Wireguard, who is the poster child for that principle of “Have one joint and keep it well oiled”, started as a 1:1 protocol (one source of client talking to one source of server, or in this case, one source of client/server). They weren’t trying to leverage into an existing many:many and interoperate with existing clients or servers, so they had the luxury of doing it exactly the right way. They selected cryptographic primitives which are above reproach in their design, security, and openness. They implemented them in small, tight code, which is easily vetted. I have nothing but good things to say about Wireguard.

It is applying…

…100% properly.

go TLS is not one joint

Go TLS is not one joint because TLS is not one joint. TLS is itself the poster child for both drivers I mention above. It is large, over complex, and it includes (even 1.3) suspect primitives. The go TLS maintainers indicate they will not allow crypto selectability because they state “All supported cipher suites are safe”. But if they are all safe, then selectability isn’t an issue, is it? They say they will keep you safe by making all the decisions for you. And they state that if one of their decisions turns out to be bad, they will just patch it.

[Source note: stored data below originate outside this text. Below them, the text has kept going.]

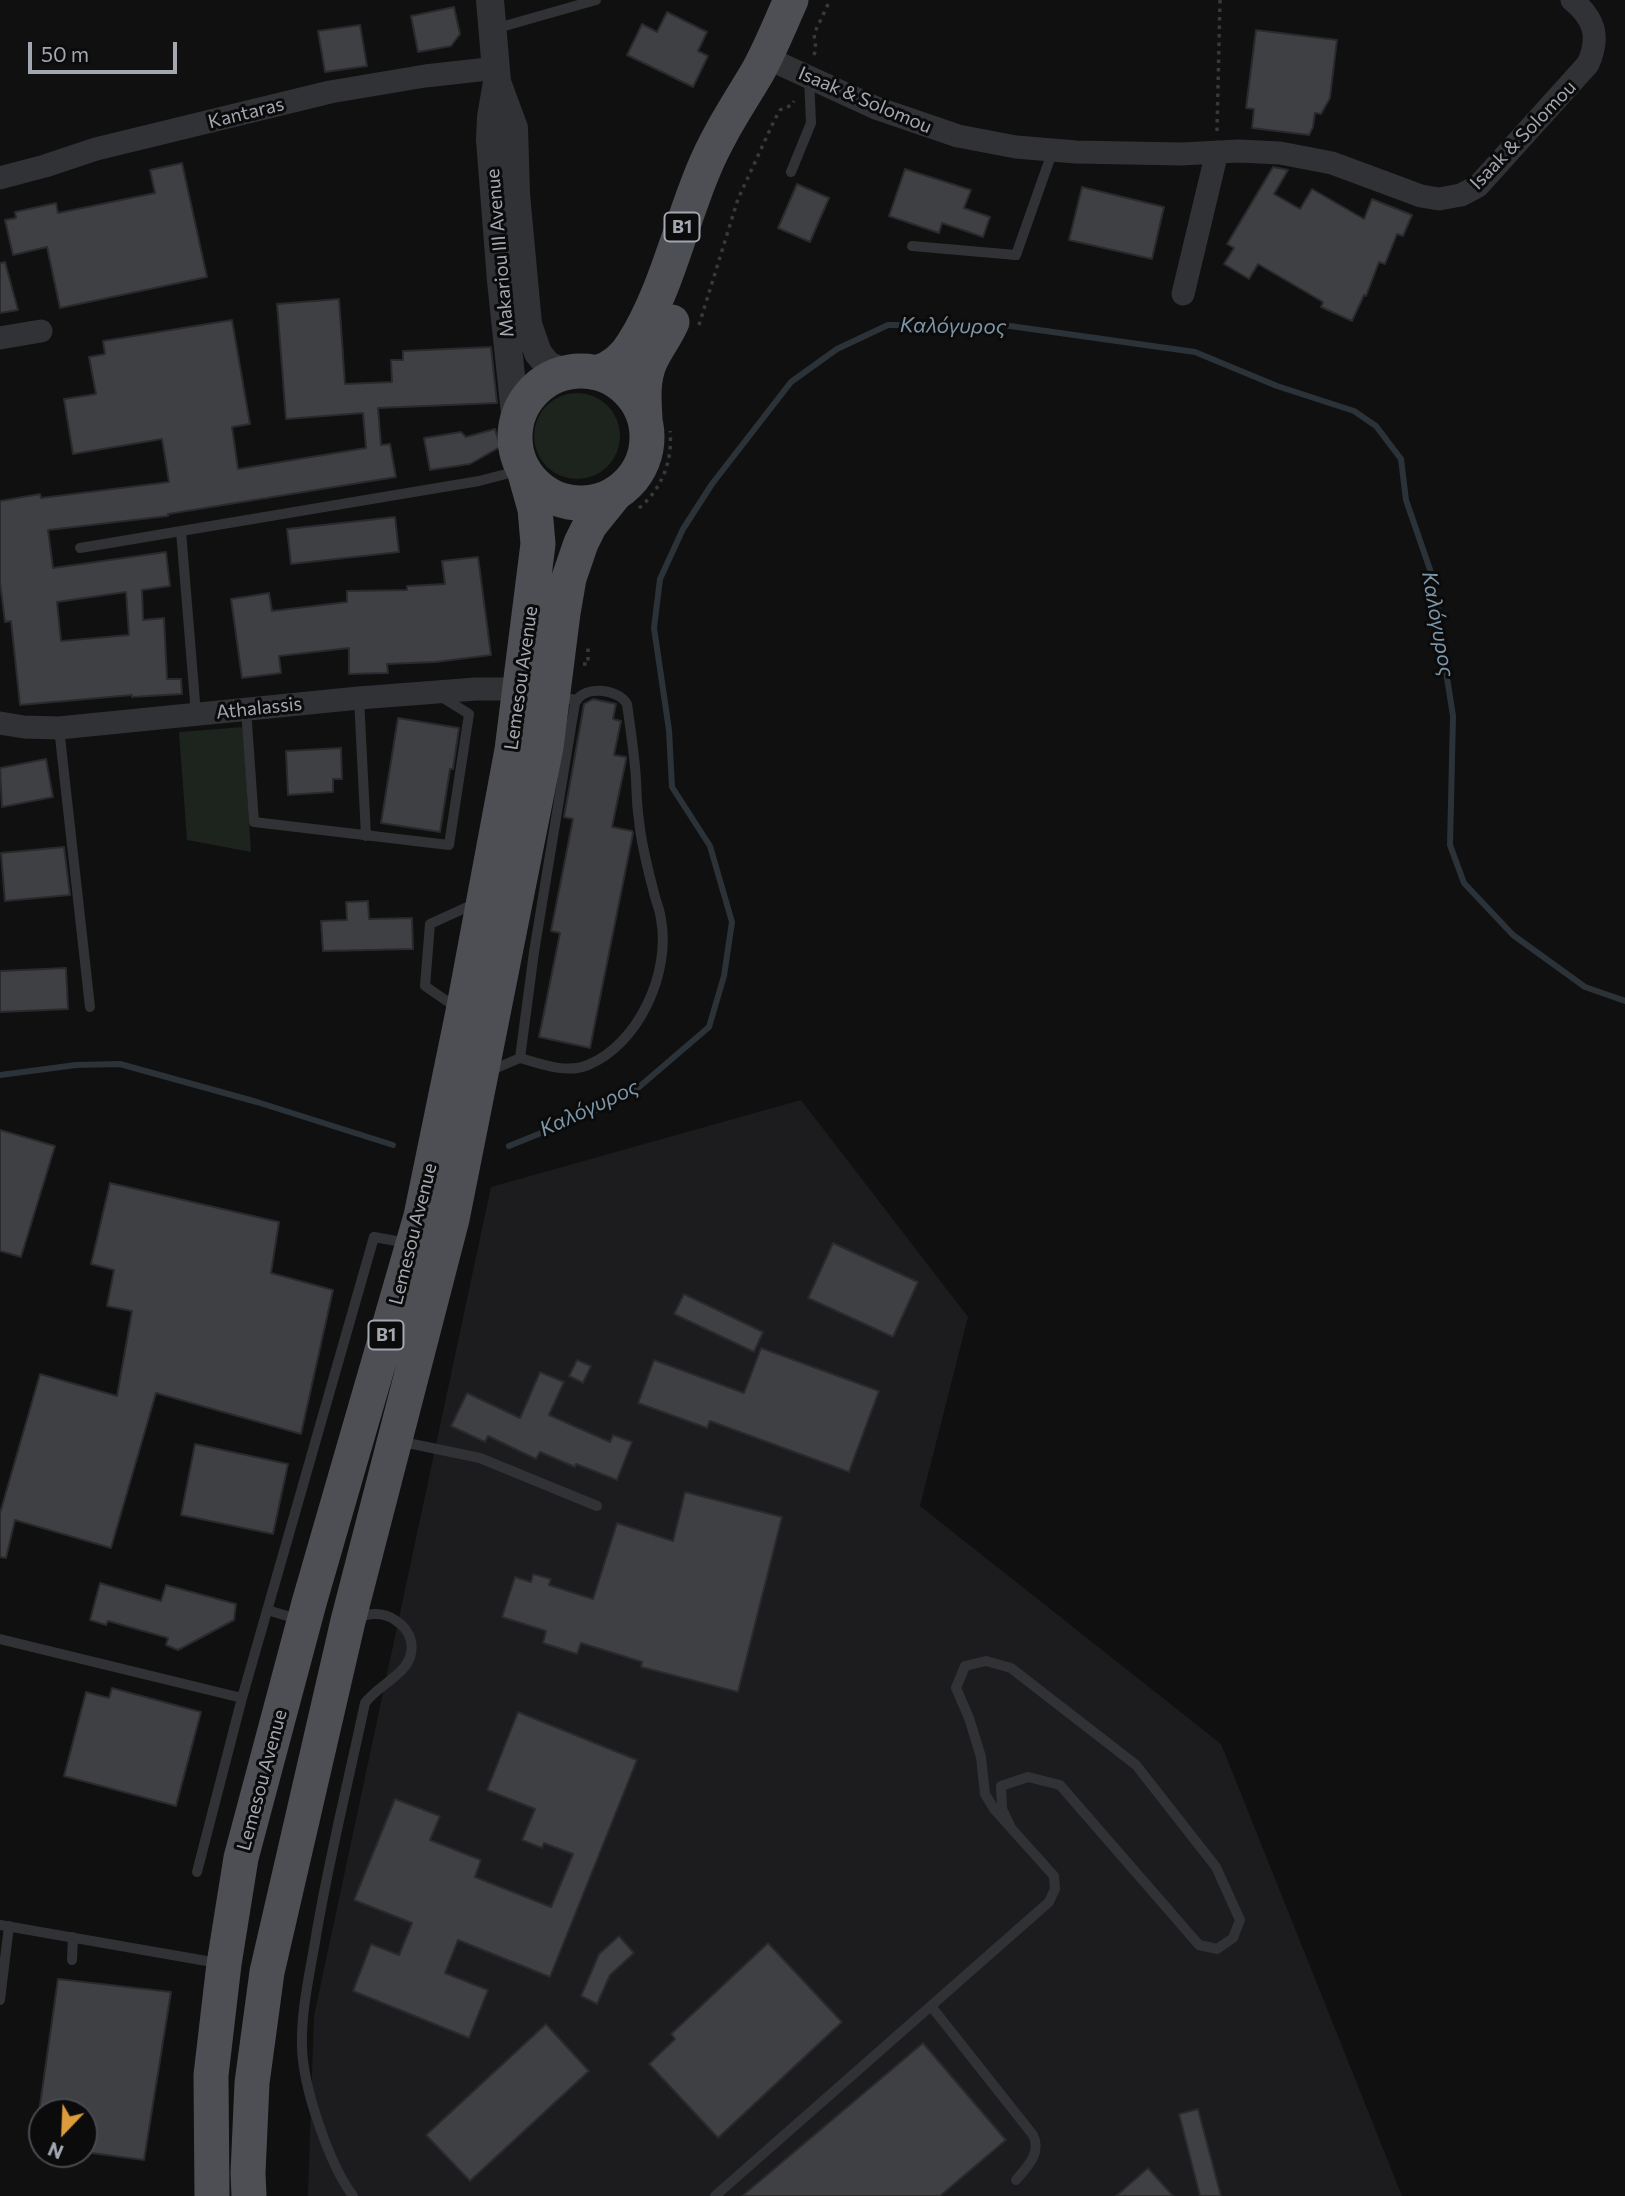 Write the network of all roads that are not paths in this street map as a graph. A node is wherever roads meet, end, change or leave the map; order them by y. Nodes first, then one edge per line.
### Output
1 (490, 0) edge
2 (596, 0) edge
3 (1572, 0) edge
4 (786, 3) edge
5 (493, 29) junction
6 (762, 64) junction
7 (497, 75) junction
8 (809, 77) junction
9 (1052, 150) junction
10 (1217, 152) junction
11 (791, 172) dead end
12 (0, 178) edge
13 (912, 246) dead end
14 (1183, 294) dead end
15 (41, 331) dead end
16 (0, 338) edge
17 (580, 373) junction
18 (645, 419) junction
19 (516, 423) junction
20 (522, 467) junction
21 (615, 494) junction
22 (181, 531) junction
23 (80, 548) dead end
24 (520, 689) junction
25 (565, 690) junction
26 (433, 692) junction
27 (359, 698) junction
28 (246, 709) junction
29 (197, 714) junction
30 (0, 723) edge
31 (59, 728) junction
32 (366, 836) junction
33 (484, 898) junction
34 (90, 1007) dead end
35 (463, 1012) junction
36 (520, 1058) junction
37 (481, 1074) junction
38 (412, 1244) junction
39 (395, 1440) junction
40 (597, 1506) dead end
41 (267, 1610) junction
42 (304, 1620) junction
43 (348, 1621) junction
44 (0, 1639) edge
45 (242, 1698) junction
46 (1011, 1828) junction
47 (197, 1872) dead end
48 (4, 1926) edge
49 (73, 1937) junction
50 (72, 1960) dead end
51 (224, 1964) junction
52 (0, 2000) edge
53 (931, 2006) junction
54 (1016, 2180) dead end
55 (212, 2196) edge
56 (249, 2196) edge
57 (354, 2196) edge
58 (715, 2196) edge

1 - 5 street, Makariou III Avenue
2 - 5 lane
3 - 10 street, Isaak & Solomou
4 - 6 main road, B1
5 - 7 street, Makariou III Avenue
6 - 8 street, Isaak & Solomou
6 - 17 main road, B1
6 - 18 main road, B1
7 - 12 street, Kantaras
7 - 17 street, Makariou III Avenue
7 - 19 street, Makariou III Avenue
8 - 9 street, Isaak & Solomou
8 - 11 lane
9 - 10 street, Isaak & Solomou
9 - 13 lane
10 - 14 street
15 - 16 street
17 - 18 main road
17 - 19 main road, B1
18 - 21 main road, B1
19 - 20 main road, B1
20 - 21 main road
20 - 22 lane
20 - 24 main road, Lemesou Avenue / B1
21 - 25 main road, Lemesou Avenue / B1
22 - 23 lane
22 - 29 lane
24 - 26 street, Athalassis
24 - 33 main road, Lemesou Avenue / B1
25 - 36 lane
25 - 36 lane
25 - 37 main road, Lemesou Avenue / B1
26 - 27 street, Athalassis
26 - 32 lane
27 - 28 street, Athalassis
27 - 32 lane
28 - 29 street, Athalassis
28 - 32 lane
29 - 31 street, Athalassis
30 - 31 street, Athalassis
31 - 34 lane
33 - 35 main road, Lemesou Avenue / B1
33 - 35 lane
35 - 38 main road, Lemesou Avenue / B1
36 - 37 lane
37 - 39 main road, Lemesou Avenue / B1
38 - 41 lane
38 - 42 main road, Lemesou Avenue / B1
39 - 40 lane
39 - 43 main road, Lemesou Avenue / B1
41 - 42 lane
41 - 45 lane
42 - 51 main road, Lemesou Avenue / B1
43 - 56 main road, Lemesou Avenue / B1
43 - 57 lane
44 - 45 lane
45 - 47 lane
46 - 46 lane
46 - 53 lane
48 - 49 lane
48 - 52 lane
49 - 50 lane
49 - 51 lane
51 - 55 main road, Lemesou Avenue / B1
53 - 54 lane
53 - 58 lane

Of course, for Syncthing this means that if a bug in go TLS is found, or if one of their primitives turns out to be weak, or one of their decisions turns out to be suboptimal, then it has to be reported, go TLS has to patch it, Syncthing has to recompile, then it has to be disted out. Which is no mean problem in the case of Linux distros.

Is there any other SSL implementation that bars crypto suite selection? OpenSSL and wolfSSL both allow it.

go TLS is not well oiled

That was an oh my God moment. There have been constant time software techniques and implementations of AES for over a decade. For both main methods (table lookup and straight calculation). Good ones which are as well optimized as constant-time can be.

I don’t see why. All I have to say is I’m really happy for ST’s untrusted feature now, because it is using hard-coded chacha20, and I hope it gets extended to include untrusted connections.